When $N$ and $T$ are both finite, an exact test that assumes no serial correlation can be used. The critical values of $t\text {-bar}_{NT}$ and $\tilde{t}\text {-bar}_{NT}$ are simulated.

Combination Tests

Maddala and Wu (1999) and Choi (2001) propose combining the observed significance levels (p-values) from $N$ independent tests of the unit root null hypothesis. Suppose $G_{i}$ is the test statistic to test the unit root null hypothesis for individual $i = 1,\ldots ,N$, and $F(\cdot )$ is the cdf (cumulative distribution function) of the asymptotic distribution as $T\to \infty $. Then the asymptotic p-value is defined as

\begin{equation*}  p_{i}=F\left(G_{i}\right) \end{equation*}

There are different ways to combine these p-values. The first one is the inverse chi-square test (Fisher 1932); this test is referred to as $P$ test in Choi (2001) and $\lambda $ in Maddala and Wu (1999):

\begin{equation*}  Chi-Square=-2\sum _{i=1}^{N}\text {ln}\left(p_{i}\right) \end{equation*}

When the test statistics $\left\{ G_{i}\right\} _{i=1,\ldots ,N}$ are continuous, $\left\{ p_{i}\right\} _{i=1,\ldots ,N}$ are independent uniform $\left(0,1\right)$ variables. Therefore, $P\Rightarrow \chi ^{2}\left(2N\right)$ as $T\to \infty $ and $N$ fixed. But as $N\to \infty $, $P$ diverges to infinity in probability. Therefore, it is not applicable for large $N$. To derive a nondegenerate limiting distribution, the $P$ test (Fisher test with $N\to \infty $ ) should be modified to

\begin{equation*}  P_{m}=FI=\sum _{i=1}^{N}\left(-2\text {ln}\left(p_{i}\right)-2\right)/2\sqrt {N}=-\sum _{i=1}^{N}\left(\text {ln}\left(p_{i}\right)+1\right)/\sqrt {N} \end{equation*}

Under the null as $T_{i}\to \infty $,[5] and then $N\to \infty $, $P_{m}\Rightarrow \mathcal{N}\left(0,1\right)$.[6]
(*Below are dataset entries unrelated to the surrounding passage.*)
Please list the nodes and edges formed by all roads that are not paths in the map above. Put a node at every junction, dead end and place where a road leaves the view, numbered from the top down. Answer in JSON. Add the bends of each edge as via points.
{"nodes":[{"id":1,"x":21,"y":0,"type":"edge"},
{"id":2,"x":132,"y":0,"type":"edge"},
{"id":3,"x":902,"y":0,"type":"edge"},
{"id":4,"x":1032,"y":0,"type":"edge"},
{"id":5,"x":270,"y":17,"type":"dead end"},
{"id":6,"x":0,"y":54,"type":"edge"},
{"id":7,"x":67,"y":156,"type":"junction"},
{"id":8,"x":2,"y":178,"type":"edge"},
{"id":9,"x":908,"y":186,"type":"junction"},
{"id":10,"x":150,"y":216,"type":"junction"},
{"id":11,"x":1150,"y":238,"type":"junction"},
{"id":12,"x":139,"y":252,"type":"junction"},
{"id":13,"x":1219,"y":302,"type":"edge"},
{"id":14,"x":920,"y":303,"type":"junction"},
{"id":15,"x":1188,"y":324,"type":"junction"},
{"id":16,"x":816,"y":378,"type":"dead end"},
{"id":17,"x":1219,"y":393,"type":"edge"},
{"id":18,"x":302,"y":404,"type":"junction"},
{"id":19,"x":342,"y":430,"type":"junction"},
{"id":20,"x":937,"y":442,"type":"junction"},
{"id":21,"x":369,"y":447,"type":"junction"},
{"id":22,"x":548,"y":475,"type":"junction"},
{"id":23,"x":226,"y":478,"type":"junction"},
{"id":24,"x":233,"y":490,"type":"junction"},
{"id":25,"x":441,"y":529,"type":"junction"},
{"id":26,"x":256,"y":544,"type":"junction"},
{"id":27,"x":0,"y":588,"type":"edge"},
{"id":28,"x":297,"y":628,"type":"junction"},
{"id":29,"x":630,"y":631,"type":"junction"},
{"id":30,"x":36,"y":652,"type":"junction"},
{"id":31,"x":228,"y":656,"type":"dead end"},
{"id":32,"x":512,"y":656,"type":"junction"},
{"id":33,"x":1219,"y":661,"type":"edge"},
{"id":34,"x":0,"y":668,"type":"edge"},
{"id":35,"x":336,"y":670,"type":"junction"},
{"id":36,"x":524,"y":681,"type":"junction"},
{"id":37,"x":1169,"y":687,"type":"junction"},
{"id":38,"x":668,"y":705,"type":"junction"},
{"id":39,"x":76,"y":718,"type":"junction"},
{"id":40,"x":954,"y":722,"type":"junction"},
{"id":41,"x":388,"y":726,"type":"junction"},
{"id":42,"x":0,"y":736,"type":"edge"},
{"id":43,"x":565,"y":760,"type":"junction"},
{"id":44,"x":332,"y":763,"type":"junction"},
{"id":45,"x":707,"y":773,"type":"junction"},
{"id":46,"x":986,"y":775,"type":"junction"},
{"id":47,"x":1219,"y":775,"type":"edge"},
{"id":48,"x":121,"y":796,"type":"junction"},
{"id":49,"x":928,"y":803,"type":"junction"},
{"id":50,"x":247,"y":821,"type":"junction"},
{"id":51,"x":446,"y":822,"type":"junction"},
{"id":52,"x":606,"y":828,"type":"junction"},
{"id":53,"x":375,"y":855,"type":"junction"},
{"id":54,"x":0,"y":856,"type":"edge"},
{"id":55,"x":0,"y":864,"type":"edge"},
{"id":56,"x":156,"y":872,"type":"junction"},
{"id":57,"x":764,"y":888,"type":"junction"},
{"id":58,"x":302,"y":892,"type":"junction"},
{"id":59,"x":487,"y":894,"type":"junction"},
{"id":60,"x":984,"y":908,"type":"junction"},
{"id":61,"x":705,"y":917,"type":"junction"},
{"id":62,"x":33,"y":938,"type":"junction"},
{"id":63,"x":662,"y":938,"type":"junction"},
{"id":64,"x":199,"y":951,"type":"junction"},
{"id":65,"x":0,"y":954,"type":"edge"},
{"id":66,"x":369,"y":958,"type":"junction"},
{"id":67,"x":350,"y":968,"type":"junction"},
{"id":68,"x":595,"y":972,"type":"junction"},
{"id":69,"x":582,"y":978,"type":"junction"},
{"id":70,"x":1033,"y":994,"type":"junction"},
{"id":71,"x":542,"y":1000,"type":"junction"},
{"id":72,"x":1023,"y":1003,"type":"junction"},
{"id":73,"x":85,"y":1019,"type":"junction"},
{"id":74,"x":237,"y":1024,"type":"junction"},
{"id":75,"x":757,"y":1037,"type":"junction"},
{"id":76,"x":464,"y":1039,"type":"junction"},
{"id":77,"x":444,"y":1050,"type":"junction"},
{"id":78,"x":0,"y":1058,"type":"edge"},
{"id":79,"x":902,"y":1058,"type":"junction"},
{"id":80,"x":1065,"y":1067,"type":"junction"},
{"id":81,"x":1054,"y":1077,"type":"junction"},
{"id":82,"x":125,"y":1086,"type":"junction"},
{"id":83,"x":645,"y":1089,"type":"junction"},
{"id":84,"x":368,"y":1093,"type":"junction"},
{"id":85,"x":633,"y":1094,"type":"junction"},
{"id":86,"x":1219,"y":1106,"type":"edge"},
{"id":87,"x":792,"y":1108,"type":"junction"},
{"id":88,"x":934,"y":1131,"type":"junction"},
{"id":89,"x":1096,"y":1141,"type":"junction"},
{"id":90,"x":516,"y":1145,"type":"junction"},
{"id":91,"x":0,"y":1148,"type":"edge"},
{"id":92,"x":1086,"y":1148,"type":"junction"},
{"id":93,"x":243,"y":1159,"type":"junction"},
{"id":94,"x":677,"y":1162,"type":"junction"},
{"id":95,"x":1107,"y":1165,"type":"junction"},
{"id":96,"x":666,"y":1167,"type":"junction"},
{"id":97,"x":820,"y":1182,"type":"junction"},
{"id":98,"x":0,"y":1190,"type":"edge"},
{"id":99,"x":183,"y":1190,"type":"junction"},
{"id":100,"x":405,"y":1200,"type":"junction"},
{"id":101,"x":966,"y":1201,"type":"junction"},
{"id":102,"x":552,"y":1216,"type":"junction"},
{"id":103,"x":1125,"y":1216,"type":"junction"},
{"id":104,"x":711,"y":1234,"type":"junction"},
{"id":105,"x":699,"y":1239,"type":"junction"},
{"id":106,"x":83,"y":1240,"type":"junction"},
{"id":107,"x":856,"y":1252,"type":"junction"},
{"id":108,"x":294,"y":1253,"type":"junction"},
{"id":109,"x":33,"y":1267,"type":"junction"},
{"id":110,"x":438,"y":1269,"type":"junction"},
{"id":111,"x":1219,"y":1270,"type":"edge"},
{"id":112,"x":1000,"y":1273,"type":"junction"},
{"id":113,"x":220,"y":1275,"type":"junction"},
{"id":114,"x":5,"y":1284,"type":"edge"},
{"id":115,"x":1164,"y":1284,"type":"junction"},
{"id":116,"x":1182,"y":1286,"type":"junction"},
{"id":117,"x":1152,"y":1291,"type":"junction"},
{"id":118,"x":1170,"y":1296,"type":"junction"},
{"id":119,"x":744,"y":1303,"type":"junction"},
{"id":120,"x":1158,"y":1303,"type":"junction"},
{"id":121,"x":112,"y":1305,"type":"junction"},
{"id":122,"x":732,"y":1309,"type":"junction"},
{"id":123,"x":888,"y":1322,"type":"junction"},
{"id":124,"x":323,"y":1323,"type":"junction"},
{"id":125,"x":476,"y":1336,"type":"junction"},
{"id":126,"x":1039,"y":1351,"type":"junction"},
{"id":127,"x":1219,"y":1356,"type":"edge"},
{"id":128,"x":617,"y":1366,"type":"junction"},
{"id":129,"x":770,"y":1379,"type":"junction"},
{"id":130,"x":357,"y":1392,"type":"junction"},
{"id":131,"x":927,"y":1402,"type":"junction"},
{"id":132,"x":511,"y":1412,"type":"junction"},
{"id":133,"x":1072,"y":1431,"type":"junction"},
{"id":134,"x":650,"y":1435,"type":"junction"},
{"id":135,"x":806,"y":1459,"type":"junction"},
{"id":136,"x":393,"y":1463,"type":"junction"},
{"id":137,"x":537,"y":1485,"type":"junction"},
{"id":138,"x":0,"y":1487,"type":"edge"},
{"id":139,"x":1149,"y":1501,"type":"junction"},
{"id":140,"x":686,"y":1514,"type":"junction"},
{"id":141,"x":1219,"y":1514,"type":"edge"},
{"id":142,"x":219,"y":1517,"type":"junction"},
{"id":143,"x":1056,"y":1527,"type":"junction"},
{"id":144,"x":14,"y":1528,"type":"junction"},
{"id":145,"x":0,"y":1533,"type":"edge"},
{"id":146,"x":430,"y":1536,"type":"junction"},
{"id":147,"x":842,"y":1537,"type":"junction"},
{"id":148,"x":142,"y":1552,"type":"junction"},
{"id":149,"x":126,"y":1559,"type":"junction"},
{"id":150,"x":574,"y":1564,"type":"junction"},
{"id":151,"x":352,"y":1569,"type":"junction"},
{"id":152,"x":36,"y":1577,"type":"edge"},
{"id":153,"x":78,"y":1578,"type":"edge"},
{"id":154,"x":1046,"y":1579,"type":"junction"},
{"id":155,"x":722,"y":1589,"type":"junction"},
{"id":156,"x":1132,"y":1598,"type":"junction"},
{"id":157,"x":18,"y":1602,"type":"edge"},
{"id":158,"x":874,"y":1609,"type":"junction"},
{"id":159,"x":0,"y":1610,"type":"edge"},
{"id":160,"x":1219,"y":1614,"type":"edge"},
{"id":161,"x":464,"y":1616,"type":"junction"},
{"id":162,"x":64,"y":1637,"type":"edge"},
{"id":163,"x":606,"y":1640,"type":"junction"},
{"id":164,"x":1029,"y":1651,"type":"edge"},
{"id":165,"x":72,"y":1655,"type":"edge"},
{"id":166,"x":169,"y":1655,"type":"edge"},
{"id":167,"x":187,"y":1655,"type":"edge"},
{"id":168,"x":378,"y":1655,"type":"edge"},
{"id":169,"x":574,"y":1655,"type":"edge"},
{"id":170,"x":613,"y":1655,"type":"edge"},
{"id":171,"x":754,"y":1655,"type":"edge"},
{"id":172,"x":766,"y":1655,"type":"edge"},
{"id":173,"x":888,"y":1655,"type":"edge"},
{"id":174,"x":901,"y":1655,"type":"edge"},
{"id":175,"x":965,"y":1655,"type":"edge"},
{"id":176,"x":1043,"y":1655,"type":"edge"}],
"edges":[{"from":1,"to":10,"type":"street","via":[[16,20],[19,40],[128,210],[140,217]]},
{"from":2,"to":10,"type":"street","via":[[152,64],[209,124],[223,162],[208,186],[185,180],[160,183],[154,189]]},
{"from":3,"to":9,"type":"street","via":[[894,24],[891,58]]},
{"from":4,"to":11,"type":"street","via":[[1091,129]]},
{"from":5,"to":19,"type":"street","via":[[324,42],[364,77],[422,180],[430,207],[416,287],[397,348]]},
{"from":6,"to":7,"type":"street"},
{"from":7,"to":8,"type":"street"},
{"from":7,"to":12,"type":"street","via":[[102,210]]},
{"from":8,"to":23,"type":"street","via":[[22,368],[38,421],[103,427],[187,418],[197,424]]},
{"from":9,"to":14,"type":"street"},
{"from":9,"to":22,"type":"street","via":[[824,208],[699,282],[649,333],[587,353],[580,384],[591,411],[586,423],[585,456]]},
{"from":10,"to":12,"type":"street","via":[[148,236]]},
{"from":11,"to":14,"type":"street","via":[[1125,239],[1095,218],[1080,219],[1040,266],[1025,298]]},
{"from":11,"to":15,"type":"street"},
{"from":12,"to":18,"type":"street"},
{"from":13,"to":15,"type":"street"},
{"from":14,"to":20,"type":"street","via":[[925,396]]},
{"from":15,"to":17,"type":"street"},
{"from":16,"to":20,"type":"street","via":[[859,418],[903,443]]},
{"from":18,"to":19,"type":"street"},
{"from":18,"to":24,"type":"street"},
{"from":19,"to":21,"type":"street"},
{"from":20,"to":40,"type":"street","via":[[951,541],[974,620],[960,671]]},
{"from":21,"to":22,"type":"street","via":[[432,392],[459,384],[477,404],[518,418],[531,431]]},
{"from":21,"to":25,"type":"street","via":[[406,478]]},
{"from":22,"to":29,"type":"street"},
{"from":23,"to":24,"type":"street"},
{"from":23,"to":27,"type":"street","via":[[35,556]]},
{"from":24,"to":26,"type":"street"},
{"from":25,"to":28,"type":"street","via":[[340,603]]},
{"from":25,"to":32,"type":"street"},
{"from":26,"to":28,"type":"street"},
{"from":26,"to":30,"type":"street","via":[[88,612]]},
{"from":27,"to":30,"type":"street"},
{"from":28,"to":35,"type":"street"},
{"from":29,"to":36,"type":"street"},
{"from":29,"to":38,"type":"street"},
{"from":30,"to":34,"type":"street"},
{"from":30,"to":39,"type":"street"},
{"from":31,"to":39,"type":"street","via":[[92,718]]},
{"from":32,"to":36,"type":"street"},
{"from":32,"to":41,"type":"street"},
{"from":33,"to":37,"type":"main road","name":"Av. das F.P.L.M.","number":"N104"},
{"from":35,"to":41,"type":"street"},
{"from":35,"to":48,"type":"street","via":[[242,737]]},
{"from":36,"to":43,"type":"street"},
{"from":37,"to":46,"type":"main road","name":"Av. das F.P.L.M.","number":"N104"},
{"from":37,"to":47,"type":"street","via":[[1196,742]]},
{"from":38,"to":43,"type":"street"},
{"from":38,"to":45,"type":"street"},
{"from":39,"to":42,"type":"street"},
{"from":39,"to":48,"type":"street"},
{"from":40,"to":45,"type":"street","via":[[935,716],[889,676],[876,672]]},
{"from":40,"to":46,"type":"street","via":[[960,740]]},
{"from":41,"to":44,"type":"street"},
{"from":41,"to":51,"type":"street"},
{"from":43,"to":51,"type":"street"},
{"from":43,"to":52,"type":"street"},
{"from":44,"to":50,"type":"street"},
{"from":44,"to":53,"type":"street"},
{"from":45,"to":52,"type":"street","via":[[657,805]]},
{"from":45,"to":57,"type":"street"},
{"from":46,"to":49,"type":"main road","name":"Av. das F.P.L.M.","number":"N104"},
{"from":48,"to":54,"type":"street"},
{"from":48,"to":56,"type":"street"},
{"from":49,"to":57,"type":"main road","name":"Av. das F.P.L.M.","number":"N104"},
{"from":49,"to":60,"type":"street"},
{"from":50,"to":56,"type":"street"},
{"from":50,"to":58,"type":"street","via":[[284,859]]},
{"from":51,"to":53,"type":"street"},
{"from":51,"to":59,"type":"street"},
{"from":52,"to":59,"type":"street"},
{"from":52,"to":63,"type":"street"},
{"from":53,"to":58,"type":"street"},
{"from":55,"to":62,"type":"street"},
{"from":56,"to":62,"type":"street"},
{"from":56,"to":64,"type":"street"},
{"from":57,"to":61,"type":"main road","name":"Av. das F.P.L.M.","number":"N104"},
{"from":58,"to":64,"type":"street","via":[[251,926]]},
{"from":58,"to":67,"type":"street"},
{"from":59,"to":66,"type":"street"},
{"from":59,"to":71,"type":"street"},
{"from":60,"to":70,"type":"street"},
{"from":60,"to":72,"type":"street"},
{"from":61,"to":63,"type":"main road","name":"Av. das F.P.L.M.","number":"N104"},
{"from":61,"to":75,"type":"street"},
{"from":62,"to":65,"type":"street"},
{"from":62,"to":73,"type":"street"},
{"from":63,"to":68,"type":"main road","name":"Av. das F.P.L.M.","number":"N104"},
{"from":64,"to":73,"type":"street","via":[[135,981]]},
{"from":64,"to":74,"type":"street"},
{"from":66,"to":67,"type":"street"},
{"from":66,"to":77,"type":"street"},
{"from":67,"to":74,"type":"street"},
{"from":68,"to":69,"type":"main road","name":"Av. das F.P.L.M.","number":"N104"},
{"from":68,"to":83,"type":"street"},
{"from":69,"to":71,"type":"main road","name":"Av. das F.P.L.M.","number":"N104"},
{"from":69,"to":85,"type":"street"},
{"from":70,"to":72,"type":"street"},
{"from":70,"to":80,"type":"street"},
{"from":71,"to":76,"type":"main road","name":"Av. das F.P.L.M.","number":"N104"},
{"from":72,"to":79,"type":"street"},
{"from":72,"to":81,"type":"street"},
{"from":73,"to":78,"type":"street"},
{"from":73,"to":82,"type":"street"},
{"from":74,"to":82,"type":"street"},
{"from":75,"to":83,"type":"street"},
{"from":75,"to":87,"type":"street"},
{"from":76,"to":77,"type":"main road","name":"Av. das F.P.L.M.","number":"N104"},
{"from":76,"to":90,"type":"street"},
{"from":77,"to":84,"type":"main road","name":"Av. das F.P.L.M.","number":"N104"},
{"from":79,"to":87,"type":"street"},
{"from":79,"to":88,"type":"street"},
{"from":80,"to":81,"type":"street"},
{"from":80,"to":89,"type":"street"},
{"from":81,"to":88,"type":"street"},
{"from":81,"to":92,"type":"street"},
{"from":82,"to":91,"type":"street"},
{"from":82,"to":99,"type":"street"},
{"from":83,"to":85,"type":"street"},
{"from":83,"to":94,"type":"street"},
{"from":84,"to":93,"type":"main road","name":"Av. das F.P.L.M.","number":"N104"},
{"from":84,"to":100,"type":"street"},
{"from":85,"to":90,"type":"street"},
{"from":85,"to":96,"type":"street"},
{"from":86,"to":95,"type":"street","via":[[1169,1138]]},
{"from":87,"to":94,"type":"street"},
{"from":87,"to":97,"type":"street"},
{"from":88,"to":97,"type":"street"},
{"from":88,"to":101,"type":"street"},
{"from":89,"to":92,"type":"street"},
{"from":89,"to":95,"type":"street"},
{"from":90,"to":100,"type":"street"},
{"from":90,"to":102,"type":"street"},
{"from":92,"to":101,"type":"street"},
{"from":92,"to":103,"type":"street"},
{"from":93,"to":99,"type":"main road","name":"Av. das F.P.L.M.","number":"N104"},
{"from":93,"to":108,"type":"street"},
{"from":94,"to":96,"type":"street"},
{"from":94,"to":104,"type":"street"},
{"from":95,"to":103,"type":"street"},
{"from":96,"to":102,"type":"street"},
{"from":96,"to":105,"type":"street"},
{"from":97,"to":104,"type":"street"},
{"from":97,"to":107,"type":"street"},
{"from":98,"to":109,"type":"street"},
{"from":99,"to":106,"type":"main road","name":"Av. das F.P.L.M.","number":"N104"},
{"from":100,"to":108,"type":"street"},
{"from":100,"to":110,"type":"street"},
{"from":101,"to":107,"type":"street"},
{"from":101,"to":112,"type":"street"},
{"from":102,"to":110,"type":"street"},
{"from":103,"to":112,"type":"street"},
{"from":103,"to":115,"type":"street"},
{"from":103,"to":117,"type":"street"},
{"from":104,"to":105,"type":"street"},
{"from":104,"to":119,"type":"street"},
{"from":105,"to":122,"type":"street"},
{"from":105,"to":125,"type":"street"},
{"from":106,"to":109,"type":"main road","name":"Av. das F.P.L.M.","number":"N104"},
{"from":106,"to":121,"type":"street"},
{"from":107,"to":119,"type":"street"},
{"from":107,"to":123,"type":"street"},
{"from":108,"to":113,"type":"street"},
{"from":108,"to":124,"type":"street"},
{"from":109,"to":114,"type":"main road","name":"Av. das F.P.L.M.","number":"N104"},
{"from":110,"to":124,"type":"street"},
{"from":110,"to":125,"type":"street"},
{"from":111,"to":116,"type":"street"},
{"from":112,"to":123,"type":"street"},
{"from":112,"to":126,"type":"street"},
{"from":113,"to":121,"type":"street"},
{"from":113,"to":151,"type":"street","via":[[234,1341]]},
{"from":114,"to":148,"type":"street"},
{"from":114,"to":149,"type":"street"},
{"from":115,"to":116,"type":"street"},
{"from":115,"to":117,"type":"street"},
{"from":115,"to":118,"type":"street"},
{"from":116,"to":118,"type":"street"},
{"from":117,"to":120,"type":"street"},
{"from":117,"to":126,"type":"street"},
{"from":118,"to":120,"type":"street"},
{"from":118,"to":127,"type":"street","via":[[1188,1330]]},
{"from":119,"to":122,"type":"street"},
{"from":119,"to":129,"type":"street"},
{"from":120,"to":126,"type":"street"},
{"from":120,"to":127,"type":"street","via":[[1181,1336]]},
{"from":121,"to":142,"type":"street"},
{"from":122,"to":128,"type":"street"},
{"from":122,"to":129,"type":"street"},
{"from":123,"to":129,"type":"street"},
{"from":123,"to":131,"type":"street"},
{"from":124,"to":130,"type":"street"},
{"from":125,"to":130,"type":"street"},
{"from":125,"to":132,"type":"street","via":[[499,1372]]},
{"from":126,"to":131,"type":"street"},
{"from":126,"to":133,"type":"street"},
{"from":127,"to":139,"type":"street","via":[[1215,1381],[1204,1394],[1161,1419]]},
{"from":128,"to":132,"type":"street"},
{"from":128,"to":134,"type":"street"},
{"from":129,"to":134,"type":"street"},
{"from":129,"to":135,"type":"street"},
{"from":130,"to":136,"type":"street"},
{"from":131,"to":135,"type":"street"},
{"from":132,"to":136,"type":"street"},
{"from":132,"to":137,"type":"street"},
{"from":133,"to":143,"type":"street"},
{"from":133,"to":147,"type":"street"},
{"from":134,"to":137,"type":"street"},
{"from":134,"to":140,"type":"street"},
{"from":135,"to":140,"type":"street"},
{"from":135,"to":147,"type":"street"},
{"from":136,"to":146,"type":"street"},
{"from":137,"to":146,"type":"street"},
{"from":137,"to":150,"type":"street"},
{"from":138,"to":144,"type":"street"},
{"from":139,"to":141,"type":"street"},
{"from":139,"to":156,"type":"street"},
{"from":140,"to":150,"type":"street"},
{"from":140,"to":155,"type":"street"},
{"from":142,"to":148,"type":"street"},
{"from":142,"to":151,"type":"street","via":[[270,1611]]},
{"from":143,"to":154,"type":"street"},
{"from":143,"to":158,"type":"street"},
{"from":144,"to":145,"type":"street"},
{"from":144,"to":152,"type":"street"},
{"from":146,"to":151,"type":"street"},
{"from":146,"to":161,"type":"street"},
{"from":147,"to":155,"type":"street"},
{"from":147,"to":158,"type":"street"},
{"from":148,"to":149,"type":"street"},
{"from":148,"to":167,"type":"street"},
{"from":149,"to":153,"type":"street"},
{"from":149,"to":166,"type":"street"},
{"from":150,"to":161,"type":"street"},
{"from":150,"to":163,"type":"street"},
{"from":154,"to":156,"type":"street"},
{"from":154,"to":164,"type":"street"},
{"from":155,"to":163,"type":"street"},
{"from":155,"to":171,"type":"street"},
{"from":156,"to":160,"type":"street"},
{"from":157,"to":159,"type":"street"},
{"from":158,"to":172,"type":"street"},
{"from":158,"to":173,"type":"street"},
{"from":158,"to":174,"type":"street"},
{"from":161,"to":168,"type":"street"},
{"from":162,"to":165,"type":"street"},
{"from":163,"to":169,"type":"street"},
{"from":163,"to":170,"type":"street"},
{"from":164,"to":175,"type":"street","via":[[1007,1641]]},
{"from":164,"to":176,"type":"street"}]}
The second way of combining individual p-values is the inverse normal test,

\begin{equation*}  Z=\sum _{i=1}^{N}\Phi ^{-1}\left(p_{i}\right) \end{equation*}

where $\Phi \left(\cdot \right)$ is the standard normal cdf. When $T_{i}\to \infty $, $Z\Rightarrow \mathcal{N}\left(0,1\right)$ as $N$ is fixed. When $N$ and $T_{i}$ are both large, the sequential limit is also standard normal if $T_{i}\to \infty $ first and $N\to \infty $ next.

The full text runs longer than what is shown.